= Exercise =
Copy out each line featuring the string "tunnel" from the entries beneath.
Entries supplied START
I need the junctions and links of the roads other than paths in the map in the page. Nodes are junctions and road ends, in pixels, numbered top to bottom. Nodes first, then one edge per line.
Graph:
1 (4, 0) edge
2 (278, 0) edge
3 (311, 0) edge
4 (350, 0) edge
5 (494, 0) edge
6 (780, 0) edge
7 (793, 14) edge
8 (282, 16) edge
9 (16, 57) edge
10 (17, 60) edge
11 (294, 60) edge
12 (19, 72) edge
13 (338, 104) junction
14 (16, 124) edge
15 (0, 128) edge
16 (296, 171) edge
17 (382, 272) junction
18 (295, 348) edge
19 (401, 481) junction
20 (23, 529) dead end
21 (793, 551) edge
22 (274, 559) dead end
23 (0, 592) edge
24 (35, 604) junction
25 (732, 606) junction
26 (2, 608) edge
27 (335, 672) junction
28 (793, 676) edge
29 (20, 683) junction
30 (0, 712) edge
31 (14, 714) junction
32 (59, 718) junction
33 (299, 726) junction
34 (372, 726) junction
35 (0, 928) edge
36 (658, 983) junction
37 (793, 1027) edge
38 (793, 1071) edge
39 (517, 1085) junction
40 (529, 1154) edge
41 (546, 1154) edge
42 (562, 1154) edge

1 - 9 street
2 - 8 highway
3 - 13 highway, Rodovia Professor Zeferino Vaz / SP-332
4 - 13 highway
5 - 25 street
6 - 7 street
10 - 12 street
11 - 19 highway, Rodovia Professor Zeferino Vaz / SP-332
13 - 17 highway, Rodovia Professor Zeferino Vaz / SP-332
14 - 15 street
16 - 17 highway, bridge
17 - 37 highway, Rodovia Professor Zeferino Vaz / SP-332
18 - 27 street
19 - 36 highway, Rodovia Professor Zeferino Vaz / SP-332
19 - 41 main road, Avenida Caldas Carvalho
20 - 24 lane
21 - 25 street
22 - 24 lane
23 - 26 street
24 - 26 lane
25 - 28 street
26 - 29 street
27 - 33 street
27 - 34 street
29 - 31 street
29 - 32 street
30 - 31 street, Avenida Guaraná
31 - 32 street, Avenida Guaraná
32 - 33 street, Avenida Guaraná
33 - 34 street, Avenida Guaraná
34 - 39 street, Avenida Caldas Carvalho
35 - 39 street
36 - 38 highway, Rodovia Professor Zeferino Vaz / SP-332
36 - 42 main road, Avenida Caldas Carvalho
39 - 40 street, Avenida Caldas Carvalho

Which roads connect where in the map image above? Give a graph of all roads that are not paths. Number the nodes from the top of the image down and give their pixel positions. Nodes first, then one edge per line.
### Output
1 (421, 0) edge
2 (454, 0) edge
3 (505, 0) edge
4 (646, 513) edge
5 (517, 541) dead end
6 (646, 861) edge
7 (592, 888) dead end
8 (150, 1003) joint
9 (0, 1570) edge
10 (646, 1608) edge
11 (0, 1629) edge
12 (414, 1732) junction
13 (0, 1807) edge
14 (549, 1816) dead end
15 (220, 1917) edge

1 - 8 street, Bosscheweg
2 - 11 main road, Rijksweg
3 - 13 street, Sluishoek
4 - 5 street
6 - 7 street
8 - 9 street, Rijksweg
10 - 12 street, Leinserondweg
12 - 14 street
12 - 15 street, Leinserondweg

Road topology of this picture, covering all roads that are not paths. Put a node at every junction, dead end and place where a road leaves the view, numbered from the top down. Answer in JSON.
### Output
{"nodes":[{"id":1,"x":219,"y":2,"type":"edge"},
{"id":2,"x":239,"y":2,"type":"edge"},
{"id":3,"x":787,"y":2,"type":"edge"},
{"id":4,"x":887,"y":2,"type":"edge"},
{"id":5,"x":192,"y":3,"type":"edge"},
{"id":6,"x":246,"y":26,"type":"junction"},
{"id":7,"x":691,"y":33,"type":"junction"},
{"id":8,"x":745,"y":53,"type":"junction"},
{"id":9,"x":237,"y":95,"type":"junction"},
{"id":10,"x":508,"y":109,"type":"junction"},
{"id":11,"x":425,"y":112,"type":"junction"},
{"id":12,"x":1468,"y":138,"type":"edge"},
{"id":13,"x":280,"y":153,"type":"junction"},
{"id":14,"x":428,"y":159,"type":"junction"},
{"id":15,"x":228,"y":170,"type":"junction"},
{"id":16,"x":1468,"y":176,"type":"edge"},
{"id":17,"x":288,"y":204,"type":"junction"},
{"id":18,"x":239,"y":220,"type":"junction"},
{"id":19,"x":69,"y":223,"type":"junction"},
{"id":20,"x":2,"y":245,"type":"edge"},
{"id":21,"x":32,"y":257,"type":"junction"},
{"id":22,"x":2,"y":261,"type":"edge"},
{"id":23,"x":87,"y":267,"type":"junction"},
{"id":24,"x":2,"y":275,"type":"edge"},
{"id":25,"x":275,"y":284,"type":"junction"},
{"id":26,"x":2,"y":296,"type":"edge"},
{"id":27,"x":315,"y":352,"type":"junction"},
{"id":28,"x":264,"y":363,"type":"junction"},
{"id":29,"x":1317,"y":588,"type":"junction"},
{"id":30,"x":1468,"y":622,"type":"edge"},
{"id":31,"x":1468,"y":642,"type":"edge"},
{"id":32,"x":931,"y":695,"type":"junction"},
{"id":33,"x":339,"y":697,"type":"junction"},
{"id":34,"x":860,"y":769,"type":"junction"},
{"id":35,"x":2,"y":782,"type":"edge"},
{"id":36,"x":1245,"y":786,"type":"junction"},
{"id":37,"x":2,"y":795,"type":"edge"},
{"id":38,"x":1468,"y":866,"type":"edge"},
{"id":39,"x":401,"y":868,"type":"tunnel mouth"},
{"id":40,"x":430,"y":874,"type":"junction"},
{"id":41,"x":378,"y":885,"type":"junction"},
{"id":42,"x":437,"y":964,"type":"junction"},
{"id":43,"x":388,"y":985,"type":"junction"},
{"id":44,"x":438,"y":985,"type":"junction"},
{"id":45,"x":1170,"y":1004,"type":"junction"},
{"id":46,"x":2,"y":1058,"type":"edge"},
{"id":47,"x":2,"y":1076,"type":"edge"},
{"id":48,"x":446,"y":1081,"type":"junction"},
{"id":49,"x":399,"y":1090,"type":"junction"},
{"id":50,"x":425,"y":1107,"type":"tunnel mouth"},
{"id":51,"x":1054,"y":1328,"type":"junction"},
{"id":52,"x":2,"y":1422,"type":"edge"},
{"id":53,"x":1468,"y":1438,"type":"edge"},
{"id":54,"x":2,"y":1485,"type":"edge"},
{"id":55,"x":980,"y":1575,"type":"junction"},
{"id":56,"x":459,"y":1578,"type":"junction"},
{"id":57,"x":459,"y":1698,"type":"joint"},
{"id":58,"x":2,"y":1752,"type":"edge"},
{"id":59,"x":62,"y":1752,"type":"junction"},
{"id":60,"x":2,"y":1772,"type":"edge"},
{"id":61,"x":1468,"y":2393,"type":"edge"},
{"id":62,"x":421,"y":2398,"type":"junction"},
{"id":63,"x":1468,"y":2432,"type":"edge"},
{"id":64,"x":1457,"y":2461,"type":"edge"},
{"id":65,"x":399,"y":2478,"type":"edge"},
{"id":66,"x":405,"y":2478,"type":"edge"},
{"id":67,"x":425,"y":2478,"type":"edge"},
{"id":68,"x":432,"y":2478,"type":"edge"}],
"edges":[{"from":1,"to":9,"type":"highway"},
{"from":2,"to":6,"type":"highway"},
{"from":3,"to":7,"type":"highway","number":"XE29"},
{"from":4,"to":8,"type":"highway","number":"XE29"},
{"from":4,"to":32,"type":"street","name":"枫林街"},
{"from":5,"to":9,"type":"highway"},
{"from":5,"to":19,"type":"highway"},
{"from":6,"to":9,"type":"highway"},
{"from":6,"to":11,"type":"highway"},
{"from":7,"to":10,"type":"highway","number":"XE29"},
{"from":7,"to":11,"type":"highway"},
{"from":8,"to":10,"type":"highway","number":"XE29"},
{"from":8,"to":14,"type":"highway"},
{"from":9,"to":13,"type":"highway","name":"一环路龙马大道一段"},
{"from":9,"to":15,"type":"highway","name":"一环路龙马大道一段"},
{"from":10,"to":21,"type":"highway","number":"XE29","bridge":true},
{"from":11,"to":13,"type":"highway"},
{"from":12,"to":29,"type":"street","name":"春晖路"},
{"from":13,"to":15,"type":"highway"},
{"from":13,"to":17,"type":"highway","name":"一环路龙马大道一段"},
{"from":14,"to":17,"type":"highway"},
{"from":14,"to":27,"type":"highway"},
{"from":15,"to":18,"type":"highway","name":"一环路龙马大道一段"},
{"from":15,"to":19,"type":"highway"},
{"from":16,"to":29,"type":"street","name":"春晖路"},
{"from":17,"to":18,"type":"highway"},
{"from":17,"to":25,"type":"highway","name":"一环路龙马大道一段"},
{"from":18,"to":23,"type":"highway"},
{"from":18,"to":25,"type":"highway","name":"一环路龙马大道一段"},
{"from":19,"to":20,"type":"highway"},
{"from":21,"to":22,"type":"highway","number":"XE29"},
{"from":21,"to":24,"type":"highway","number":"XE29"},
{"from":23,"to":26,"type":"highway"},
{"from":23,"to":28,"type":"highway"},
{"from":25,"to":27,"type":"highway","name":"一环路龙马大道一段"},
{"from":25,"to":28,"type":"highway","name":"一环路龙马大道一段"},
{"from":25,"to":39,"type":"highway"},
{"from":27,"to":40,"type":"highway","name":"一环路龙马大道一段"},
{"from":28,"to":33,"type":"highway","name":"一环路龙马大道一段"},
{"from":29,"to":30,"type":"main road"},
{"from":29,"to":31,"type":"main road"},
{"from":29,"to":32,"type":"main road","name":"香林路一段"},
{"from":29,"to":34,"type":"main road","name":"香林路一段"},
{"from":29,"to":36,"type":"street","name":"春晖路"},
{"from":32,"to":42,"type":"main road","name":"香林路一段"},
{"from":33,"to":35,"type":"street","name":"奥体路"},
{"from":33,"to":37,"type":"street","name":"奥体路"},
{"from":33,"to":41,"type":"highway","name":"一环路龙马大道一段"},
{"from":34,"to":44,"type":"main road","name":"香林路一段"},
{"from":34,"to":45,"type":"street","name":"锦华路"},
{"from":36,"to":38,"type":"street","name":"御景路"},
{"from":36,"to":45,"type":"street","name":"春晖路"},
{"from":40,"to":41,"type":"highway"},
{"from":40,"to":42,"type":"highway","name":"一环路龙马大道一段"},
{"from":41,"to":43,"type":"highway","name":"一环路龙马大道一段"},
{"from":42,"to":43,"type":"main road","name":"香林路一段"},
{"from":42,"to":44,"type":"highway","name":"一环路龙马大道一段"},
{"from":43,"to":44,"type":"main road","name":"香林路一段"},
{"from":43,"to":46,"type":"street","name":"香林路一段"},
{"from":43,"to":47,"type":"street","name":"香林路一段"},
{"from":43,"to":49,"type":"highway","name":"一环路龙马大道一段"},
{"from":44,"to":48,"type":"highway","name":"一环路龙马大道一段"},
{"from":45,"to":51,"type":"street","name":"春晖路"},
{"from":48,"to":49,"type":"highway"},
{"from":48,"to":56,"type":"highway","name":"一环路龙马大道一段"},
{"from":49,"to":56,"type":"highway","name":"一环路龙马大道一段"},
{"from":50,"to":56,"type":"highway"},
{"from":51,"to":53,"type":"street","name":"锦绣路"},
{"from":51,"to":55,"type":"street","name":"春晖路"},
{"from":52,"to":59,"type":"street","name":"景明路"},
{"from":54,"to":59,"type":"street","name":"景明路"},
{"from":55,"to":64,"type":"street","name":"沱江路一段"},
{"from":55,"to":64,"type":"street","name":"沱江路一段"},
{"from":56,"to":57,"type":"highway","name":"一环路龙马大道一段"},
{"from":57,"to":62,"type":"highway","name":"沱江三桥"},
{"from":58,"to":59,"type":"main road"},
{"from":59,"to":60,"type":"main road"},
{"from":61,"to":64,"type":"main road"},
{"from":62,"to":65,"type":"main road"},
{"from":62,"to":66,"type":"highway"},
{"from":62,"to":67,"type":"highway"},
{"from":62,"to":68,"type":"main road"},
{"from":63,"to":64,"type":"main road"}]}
Entries supplied END
= Solved problem =
{"id":39,"x":401,"y":868,"type":"tunnel mouth"},
{"id":50,"x":425,"y":1107,"type":"tunnel mouth"},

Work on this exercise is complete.